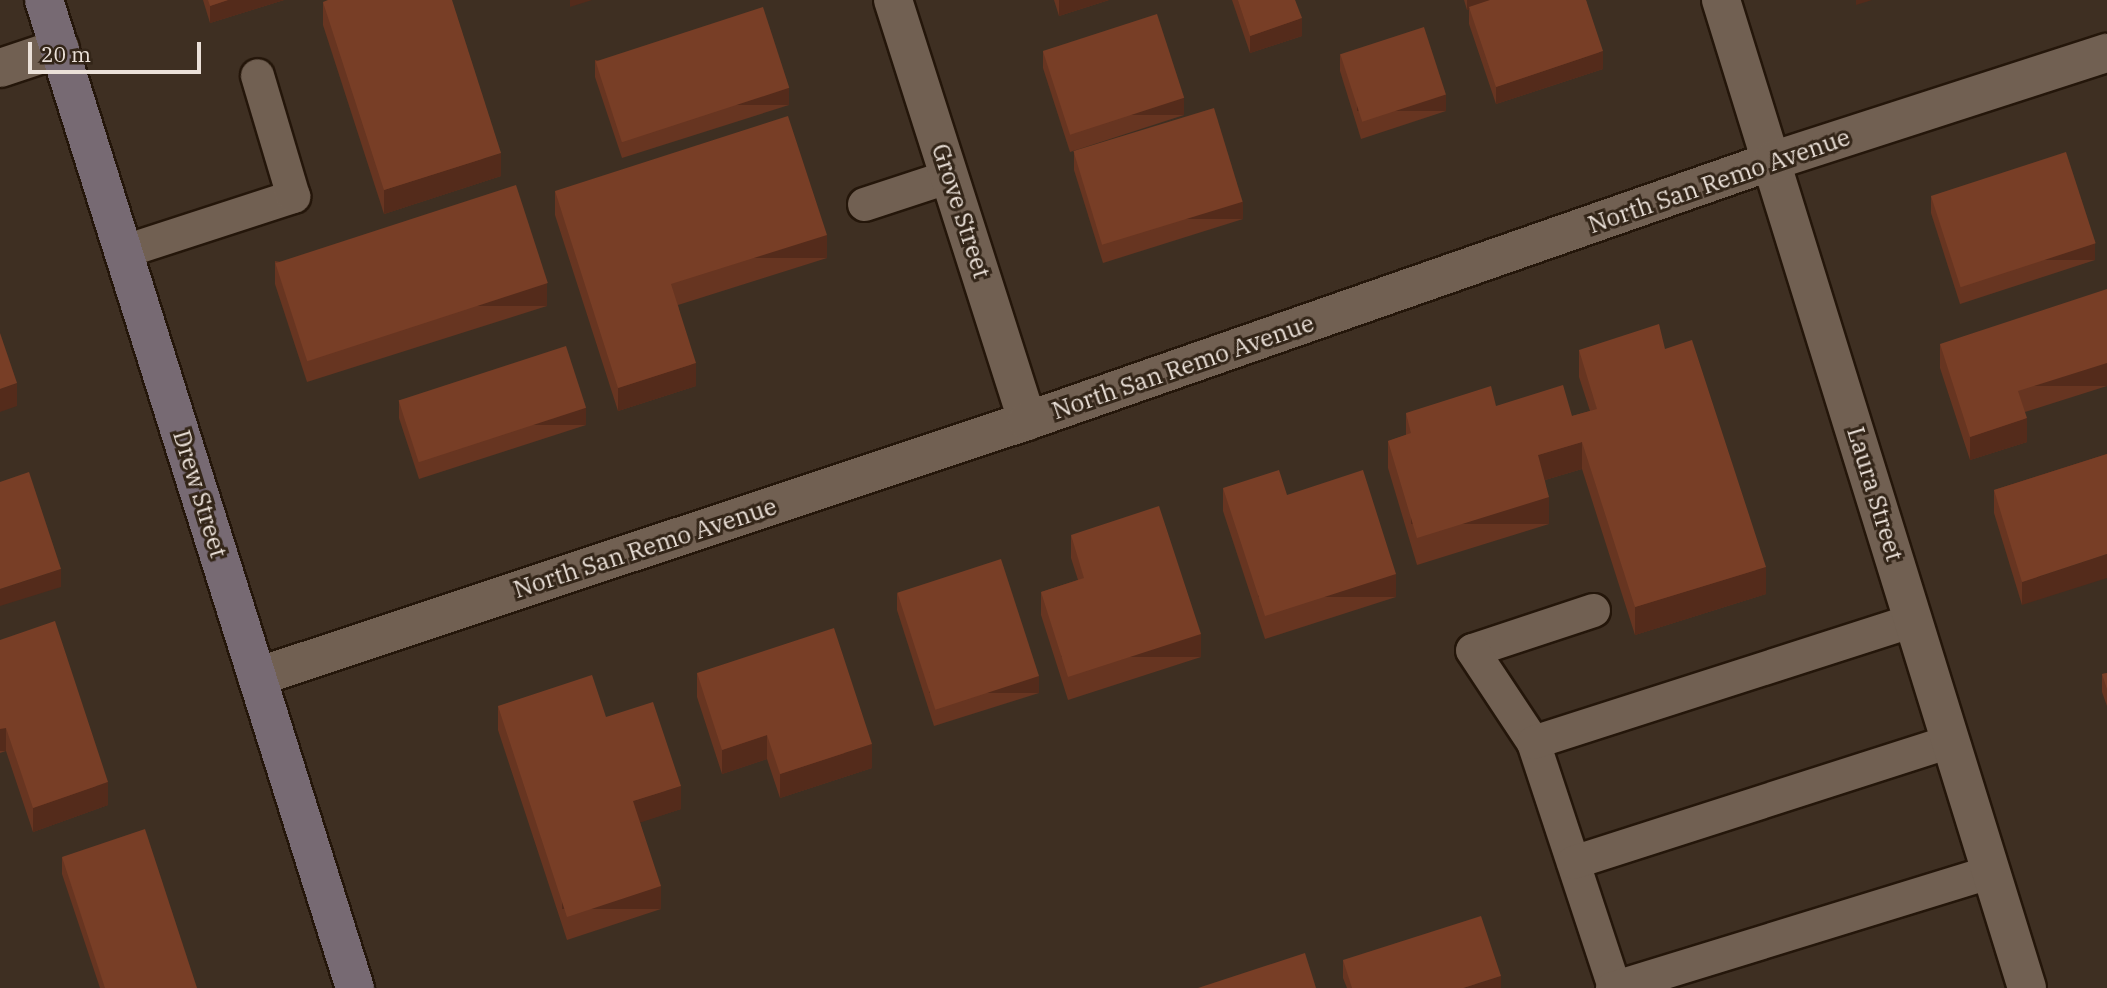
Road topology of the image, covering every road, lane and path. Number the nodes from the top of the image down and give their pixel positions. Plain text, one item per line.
1 (44, 0) edge
2 (893, 0) edge
3 (1721, 0) edge
4 (60, 48) junction
5 (2107, 53) edge
6 (0, 68) edge
7 (257, 75) dead end
8 (1772, 161) junction
9 (950, 176) junction
10 (864, 204) dead end
11 (124, 251) junction
12 (1027, 422) junction
13 (1593, 610) dead end
14 (1913, 620) junction
15 (257, 677) junction
16 (1951, 741) junction
17 (1533, 742) junction
18 (1573, 862) junction
19 (1990, 872) junction
20 (355, 988) edge
21 (1613, 988) edge
22 (2027, 988) edge

1 - 4 main road, Drew Street
2 - 9 street, Grove Street
3 - 8 street, Laura Street
4 - 6 street
4 - 11 main road, Drew Street
5 - 8 street, North San Remo Avenue
7 - 11 lane
8 - 12 street, North San Remo Avenue
8 - 14 street, Laura Street
9 - 10 lane
9 - 12 street, Grove Street
11 - 15 main road, Drew Street
12 - 15 street, North San Remo Avenue
13 - 17 lane
14 - 16 street, Laura Street
14 - 17 lane
15 - 20 main road, Drew Street
16 - 18 lane
16 - 19 street, Laura Street
17 - 18 lane
18 - 21 lane
19 - 21 lane
19 - 22 street, Laura Street

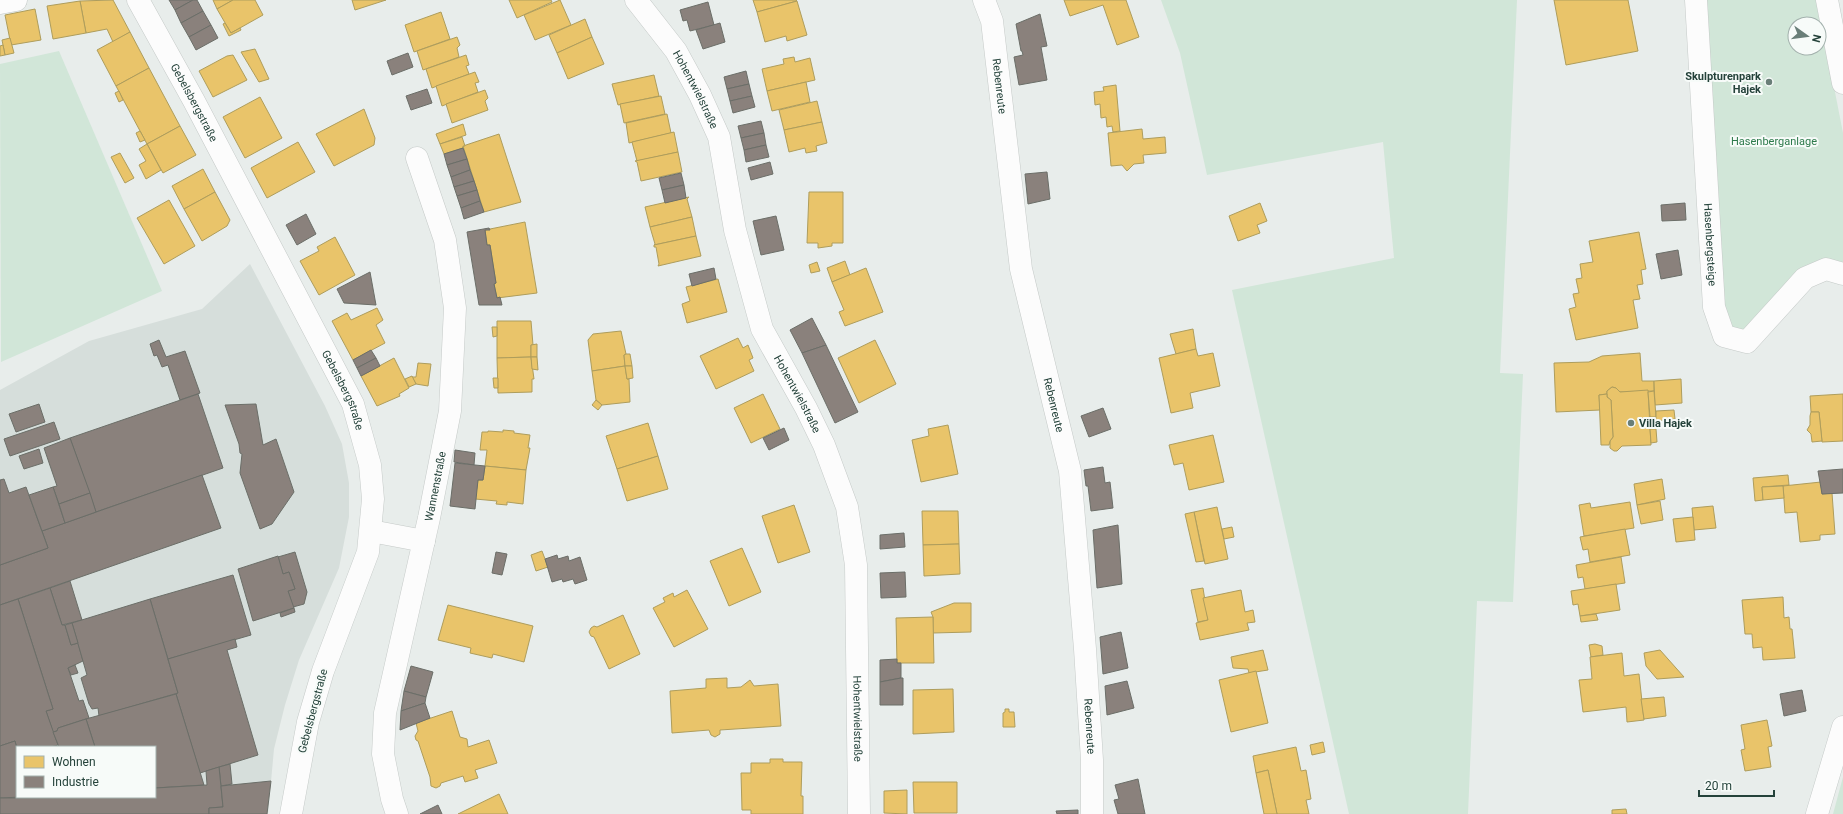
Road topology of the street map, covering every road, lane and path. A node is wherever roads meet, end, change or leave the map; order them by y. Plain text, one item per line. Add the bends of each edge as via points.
1 (16, 0) edge
2 (138, 0) edge
3 (636, 0) edge
4 (984, 0) edge
5 (1696, 0) edge
6 (1827, 0) edge
7 (0, 3) edge
8 (1843, 84) edge
9 (417, 158) dead end
10 (1843, 274) edge
11 (371, 530) junction
12 (424, 541) junction
13 (1843, 727) edge
14 (291, 814) edge
15 (397, 814) edge
16 (859, 814) edge
17 (1092, 814) edge
18 (1817, 814) edge

1 - 7 street
2 - 11 street, Gebelsbergstraße via 353,404 370,465 373,500
3 - 16 street, Hohentwielstraße via 676,51 719,137 735,230 762,329 824,445 847,507 856,565
4 - 17 street, Rebenreute via 992,21 1021,269 1070,471 1086,649
5 - 10 street, Hasenbergsteige via 1714,307 1724,336 1747,342 1805,278 1826,269
6 - 8 street
9 - 12 street, Wannenstraße via 445,240 455,308 450,411
11 - 12 street
11 - 14 street, Gebelsbergstraße via 368,552 323,670 308,722
12 - 15 street, Wannenstraße via 385,713 383,754
13 - 18 street

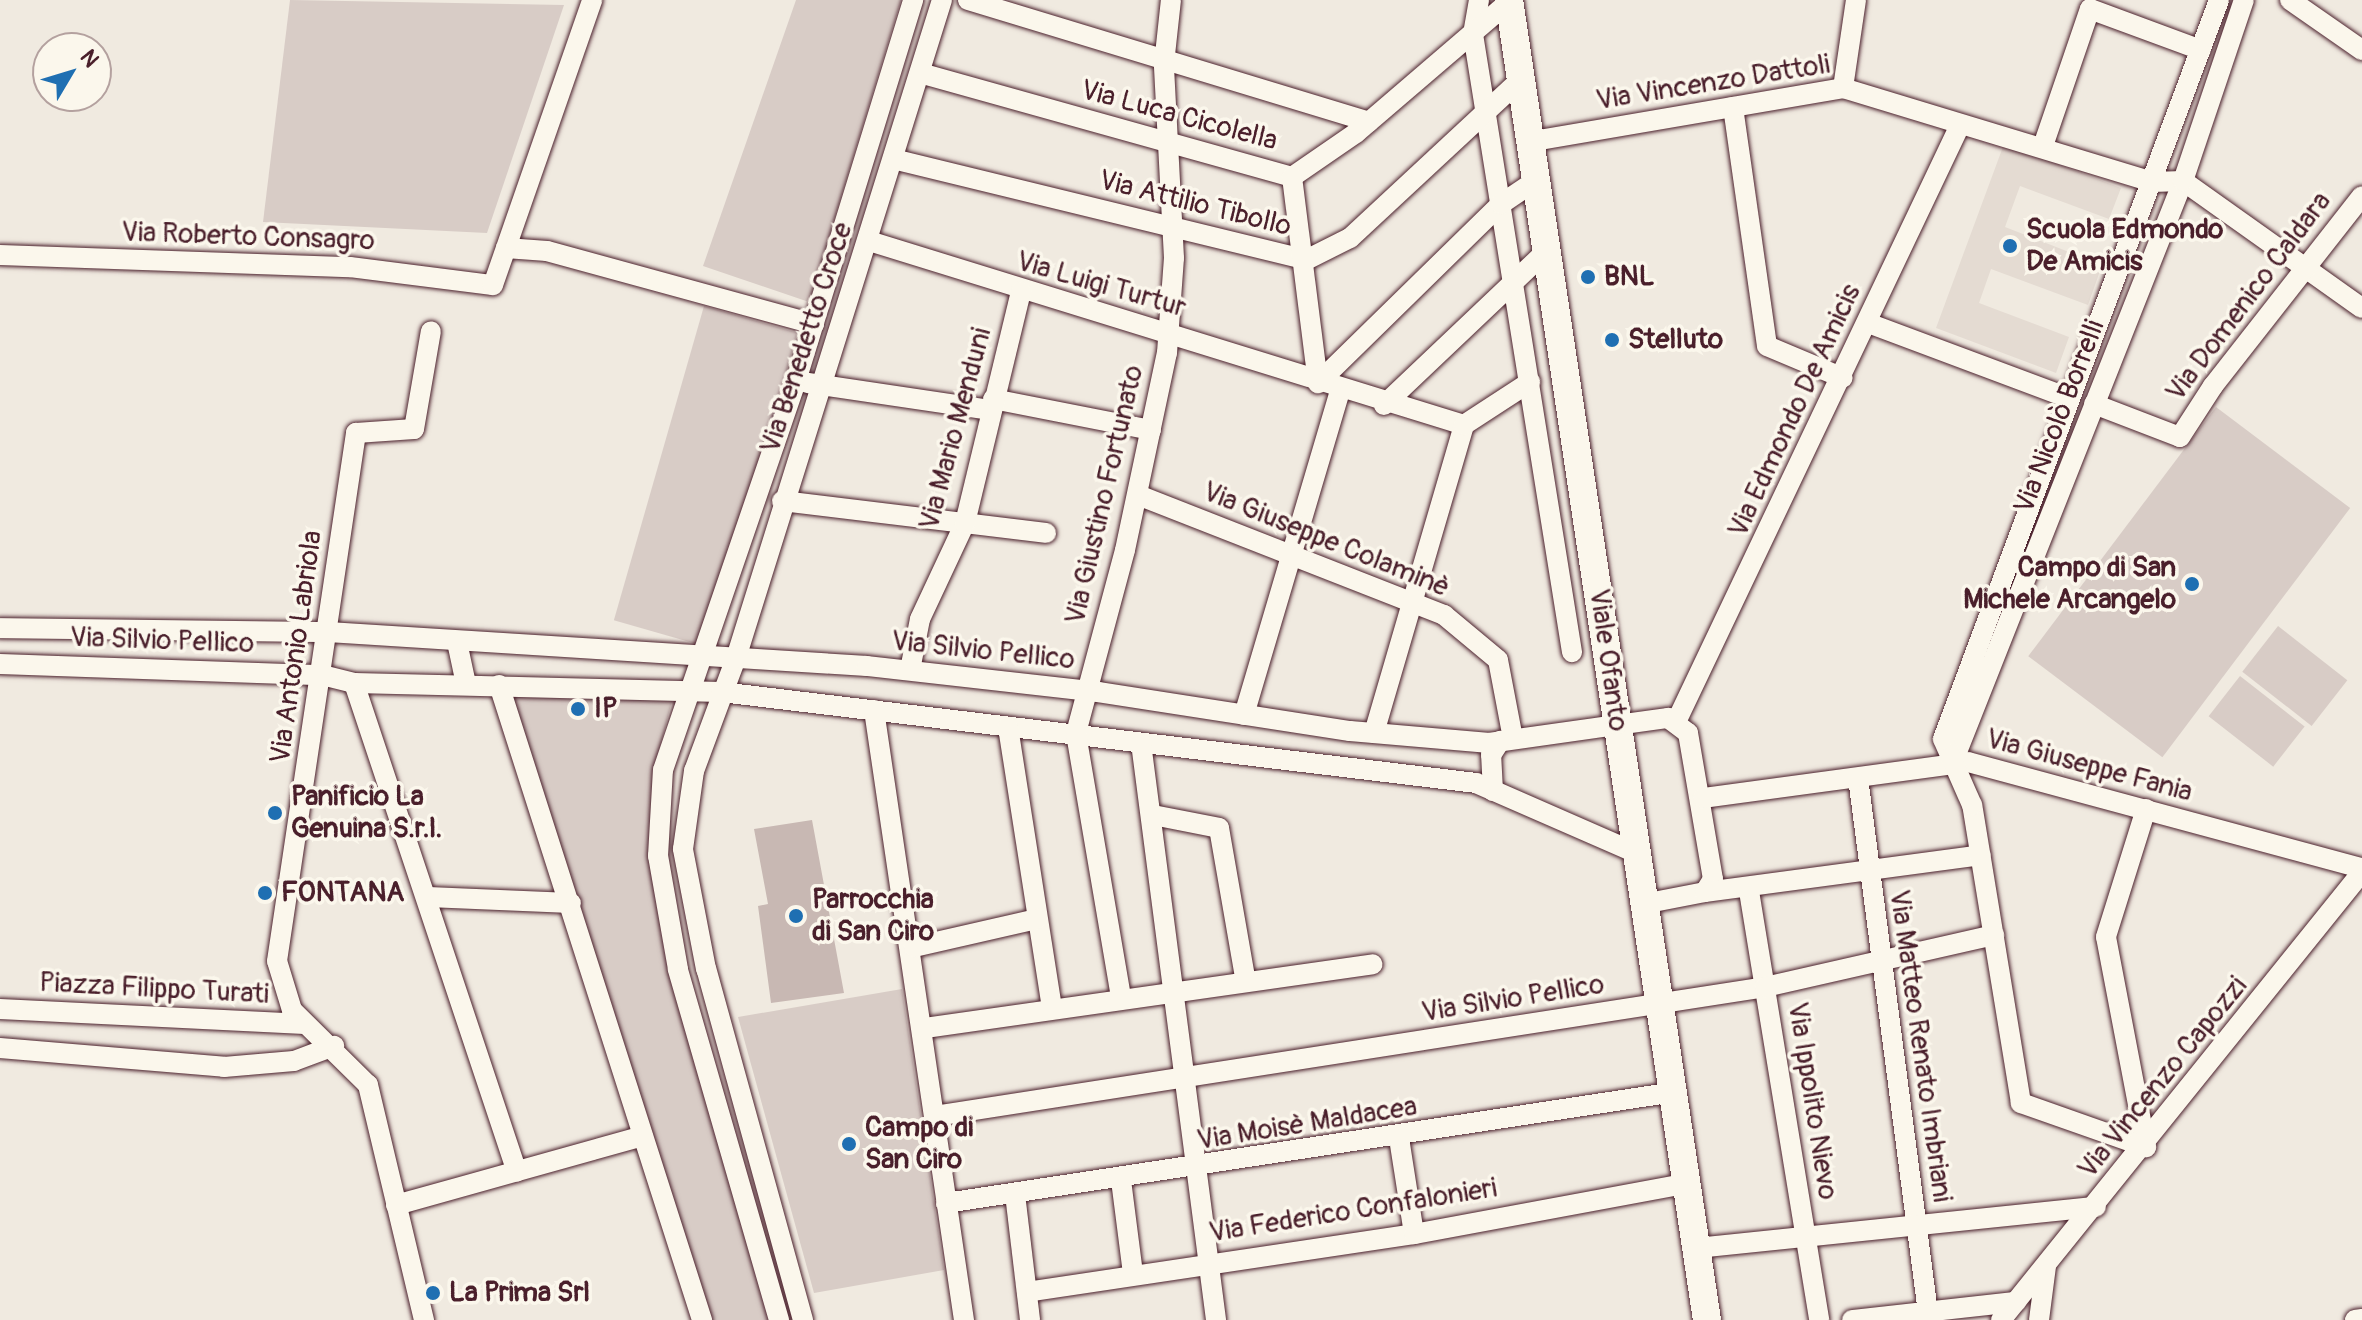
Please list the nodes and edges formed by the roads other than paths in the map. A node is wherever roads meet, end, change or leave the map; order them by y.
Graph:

- - -

Your assignment — The whole listing above is to be printed again exactly; pictures stay out of it.

Result for this task —
Road topology of the image, covering every road, lane and path. Number the nodes from the top of the image down and give their pixel positions. Plain text, one item per line.
1 (44, 0) edge
2 (893, 0) edge
3 (1721, 0) edge
4 (60, 48) junction
5 (2107, 53) edge
6 (0, 68) edge
7 (257, 75) dead end
8 (1772, 161) junction
9 (950, 176) junction
10 (864, 204) dead end
11 (124, 251) junction
12 (1027, 422) junction
13 (1593, 610) dead end
14 (1913, 620) junction
15 (257, 677) junction
16 (1951, 741) junction
17 (1533, 742) junction
18 (1573, 862) junction
19 (1990, 872) junction
20 (355, 988) edge
21 (1613, 988) edge
22 (2027, 988) edge

1 - 4 main road, Drew Street
2 - 9 street, Grove Street
3 - 8 street, Laura Street
4 - 6 street
4 - 11 main road, Drew Street
5 - 8 street, North San Remo Avenue
7 - 11 lane
8 - 12 street, North San Remo Avenue
8 - 14 street, Laura Street
9 - 10 lane
9 - 12 street, Grove Street
11 - 15 main road, Drew Street
12 - 15 street, North San Remo Avenue
13 - 17 lane
14 - 16 street, Laura Street
14 - 17 lane
15 - 20 main road, Drew Street
16 - 18 lane
16 - 19 street, Laura Street
17 - 18 lane
18 - 21 lane
19 - 21 lane
19 - 22 street, Laura Street

Road topology of the street map, covering every road, lane and path. A node is wherever roads meet, end, change or leave the map; order them by y. Plain text, one item per line. Add the bends of each edge as via points.
1 (16, 0) edge
2 (138, 0) edge
3 (636, 0) edge
4 (984, 0) edge
5 (1696, 0) edge
6 (1827, 0) edge
7 (0, 3) edge
8 (1843, 84) edge
9 (417, 158) dead end
10 (1843, 274) edge
11 (371, 530) junction
12 (424, 541) junction
13 (1843, 727) edge
14 (291, 814) edge
15 (397, 814) edge
16 (859, 814) edge
17 (1092, 814) edge
18 (1817, 814) edge

1 - 7 street
2 - 11 street, Gebelsbergstraße via 353,404 370,465 373,500
3 - 16 street, Hohentwielstraße via 676,51 719,137 735,230 762,329 824,445 847,507 856,565
4 - 17 street, Rebenreute via 992,21 1021,269 1070,471 1086,649
5 - 10 street, Hasenbergsteige via 1714,307 1724,336 1747,342 1805,278 1826,269
6 - 8 street
9 - 12 street, Wannenstraße via 445,240 455,308 450,411
11 - 12 street
11 - 14 street, Gebelsbergstraße via 368,552 323,670 308,722
12 - 15 street, Wannenstraße via 385,713 383,754
13 - 18 street

Please list the nodes and edges formed by the roads other than paths in the map. A node is wherever roads meet, end, change or leave the map; order them by y.
Graph:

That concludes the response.